§ **Action item**:
The whole of the data is to be duplicated precisely.

[Data records]
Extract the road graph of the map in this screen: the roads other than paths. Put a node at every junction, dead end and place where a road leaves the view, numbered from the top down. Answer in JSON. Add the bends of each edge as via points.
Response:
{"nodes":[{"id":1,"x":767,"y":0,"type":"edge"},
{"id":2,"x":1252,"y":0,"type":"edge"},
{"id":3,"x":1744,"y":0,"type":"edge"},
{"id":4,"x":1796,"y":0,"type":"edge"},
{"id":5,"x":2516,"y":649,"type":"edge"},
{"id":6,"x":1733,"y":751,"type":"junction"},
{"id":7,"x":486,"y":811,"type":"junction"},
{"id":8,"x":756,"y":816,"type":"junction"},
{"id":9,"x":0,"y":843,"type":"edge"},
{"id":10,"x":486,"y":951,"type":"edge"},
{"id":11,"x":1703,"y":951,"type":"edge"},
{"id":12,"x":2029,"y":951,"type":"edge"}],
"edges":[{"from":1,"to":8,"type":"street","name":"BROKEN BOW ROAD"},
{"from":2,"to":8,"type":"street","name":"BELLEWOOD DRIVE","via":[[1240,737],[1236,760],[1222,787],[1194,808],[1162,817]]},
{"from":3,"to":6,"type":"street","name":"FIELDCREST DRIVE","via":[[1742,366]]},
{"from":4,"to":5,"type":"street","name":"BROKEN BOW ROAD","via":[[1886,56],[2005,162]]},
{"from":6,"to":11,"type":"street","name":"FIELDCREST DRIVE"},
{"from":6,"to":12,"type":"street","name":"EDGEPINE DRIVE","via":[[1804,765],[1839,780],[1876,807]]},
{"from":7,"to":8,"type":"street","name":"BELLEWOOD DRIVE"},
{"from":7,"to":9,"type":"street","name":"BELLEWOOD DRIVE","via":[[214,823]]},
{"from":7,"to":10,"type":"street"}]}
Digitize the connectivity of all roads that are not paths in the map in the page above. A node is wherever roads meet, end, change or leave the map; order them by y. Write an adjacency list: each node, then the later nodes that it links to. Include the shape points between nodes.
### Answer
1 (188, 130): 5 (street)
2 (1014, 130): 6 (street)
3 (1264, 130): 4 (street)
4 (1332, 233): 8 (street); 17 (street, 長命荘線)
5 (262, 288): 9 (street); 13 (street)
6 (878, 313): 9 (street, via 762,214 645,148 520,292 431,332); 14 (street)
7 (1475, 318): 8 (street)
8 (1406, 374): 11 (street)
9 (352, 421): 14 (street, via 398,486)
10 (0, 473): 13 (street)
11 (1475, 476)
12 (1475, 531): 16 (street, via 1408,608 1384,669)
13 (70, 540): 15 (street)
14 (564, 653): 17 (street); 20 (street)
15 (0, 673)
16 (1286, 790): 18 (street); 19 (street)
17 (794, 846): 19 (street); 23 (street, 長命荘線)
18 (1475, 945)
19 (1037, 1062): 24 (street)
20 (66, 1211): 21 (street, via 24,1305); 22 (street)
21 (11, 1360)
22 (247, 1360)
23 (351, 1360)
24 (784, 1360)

§ **Your solution**:
Extract the road graph of the map in this screen: the roads other than paths. Put a node at every junction, dead end and place where a road leaves the view, numbered from the top down. Answer in JSON. Add the bends of each edge as via points.
Response:
{"nodes":[{"id":1,"x":767,"y":0,"type":"edge"},
{"id":2,"x":1252,"y":0,"type":"edge"},
{"id":3,"x":1744,"y":0,"type":"edge"},
{"id":4,"x":1796,"y":0,"type":"edge"},
{"id":5,"x":2516,"y":649,"type":"edge"},
{"id":6,"x":1733,"y":751,"type":"junction"},
{"id":7,"x":486,"y":811,"type":"junction"},
{"id":8,"x":756,"y":816,"type":"junction"},
{"id":9,"x":0,"y":843,"type":"edge"},
{"id":10,"x":486,"y":951,"type":"edge"},
{"id":11,"x":1703,"y":951,"type":"edge"},
{"id":12,"x":2029,"y":951,"type":"edge"}],
"edges":[{"from":1,"to":8,"type":"street","name":"BROKEN BOW ROAD"},
{"from":2,"to":8,"type":"street","name":"BELLEWOOD DRIVE","via":[[1240,737],[1236,760],[1222,787],[1194,808],[1162,817]]},
{"from":3,"to":6,"type":"street","name":"FIELDCREST DRIVE","via":[[1742,366]]},
{"from":4,"to":5,"type":"street","name":"BROKEN BOW ROAD","via":[[1886,56],[2005,162]]},
{"from":6,"to":11,"type":"street","name":"FIELDCREST DRIVE"},
{"from":6,"to":12,"type":"street","name":"EDGEPINE DRIVE","via":[[1804,765],[1839,780],[1876,807]]},
{"from":7,"to":8,"type":"street","name":"BELLEWOOD DRIVE"},
{"from":7,"to":9,"type":"street","name":"BELLEWOOD DRIVE","via":[[214,823]]},
{"from":7,"to":10,"type":"street"}]}
Digitize the connectivity of all roads that are not paths in the map in the page above. A node is wherever roads meet, end, change or leave the map; order them by y. Write an adjacency list: each node, then the later nodes that it links to. Include the shape points between nodes.
### Answer
1 (188, 130): 5 (street)
2 (1014, 130): 6 (street)
3 (1264, 130): 4 (street)
4 (1332, 233): 8 (street); 17 (street, 長命荘線)
5 (262, 288): 9 (street); 13 (street)
6 (878, 313): 9 (street, via 762,214 645,148 520,292 431,332); 14 (street)
7 (1475, 318): 8 (street)
8 (1406, 374): 11 (street)
9 (352, 421): 14 (street, via 398,486)
10 (0, 473): 13 (street)
11 (1475, 476)
12 (1475, 531): 16 (street, via 1408,608 1384,669)
13 (70, 540): 15 (street)
14 (564, 653): 17 (street); 20 (street)
15 (0, 673)
16 (1286, 790): 18 (street); 19 (street)
17 (794, 846): 19 (street); 23 (street, 長命荘線)
18 (1475, 945)
19 (1037, 1062): 24 (street)
20 (66, 1211): 21 (street, via 24,1305); 22 (street)
21 (11, 1360)
22 (247, 1360)
23 (351, 1360)
24 (784, 1360)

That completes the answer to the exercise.